> **Task description**
Only the number is needed. Please count the lines below in which the word "down" occurs.

Saved data entries
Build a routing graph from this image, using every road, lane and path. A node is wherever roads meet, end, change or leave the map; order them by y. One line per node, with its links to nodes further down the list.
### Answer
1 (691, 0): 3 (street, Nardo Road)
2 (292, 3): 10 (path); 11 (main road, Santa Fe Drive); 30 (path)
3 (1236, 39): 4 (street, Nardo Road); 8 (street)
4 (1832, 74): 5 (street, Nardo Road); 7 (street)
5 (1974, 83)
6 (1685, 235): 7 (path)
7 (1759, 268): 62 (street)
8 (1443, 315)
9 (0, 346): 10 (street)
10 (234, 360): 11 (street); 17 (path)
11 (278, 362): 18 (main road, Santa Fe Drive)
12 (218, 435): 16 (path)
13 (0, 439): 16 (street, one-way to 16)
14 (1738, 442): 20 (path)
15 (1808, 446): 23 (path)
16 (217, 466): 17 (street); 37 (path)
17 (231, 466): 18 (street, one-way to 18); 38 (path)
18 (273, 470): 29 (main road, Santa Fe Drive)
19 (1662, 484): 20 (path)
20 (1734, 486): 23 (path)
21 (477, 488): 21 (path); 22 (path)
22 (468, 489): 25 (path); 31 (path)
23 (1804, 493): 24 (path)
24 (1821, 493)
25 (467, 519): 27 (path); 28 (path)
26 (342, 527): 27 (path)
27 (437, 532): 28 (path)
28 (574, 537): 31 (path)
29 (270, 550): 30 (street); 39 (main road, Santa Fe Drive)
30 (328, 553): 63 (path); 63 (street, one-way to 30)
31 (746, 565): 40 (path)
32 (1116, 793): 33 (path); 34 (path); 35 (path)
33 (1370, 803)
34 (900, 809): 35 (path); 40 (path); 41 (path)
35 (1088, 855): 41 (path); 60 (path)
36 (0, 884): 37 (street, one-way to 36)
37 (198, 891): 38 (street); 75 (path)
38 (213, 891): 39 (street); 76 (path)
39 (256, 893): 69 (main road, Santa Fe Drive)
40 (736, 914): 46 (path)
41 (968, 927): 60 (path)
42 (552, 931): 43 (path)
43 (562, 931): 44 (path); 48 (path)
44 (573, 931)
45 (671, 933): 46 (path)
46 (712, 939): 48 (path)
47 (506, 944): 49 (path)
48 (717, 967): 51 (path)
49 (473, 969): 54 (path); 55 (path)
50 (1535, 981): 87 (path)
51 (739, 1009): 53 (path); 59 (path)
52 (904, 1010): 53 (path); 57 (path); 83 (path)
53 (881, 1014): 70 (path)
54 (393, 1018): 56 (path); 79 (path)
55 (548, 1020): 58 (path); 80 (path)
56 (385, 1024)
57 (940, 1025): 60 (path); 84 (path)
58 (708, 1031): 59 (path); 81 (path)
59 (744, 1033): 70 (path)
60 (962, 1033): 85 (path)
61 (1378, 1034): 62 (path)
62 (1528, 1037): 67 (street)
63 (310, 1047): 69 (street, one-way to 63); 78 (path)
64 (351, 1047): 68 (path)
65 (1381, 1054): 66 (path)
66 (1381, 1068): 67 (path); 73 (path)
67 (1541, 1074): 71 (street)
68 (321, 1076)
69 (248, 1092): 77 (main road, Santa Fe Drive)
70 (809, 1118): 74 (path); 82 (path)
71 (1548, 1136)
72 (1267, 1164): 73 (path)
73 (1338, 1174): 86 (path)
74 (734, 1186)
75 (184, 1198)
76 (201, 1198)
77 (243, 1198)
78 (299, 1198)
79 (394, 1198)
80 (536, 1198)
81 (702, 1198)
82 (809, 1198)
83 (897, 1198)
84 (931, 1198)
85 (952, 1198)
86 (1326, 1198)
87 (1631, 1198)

* * *

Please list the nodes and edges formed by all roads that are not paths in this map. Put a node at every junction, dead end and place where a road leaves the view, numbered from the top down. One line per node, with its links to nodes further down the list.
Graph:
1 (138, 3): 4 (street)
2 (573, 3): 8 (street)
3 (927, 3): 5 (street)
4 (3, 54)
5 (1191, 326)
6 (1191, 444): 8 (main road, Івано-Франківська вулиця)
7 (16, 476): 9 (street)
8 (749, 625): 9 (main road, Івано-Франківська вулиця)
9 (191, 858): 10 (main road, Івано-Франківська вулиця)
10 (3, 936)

> **Worked solution**
2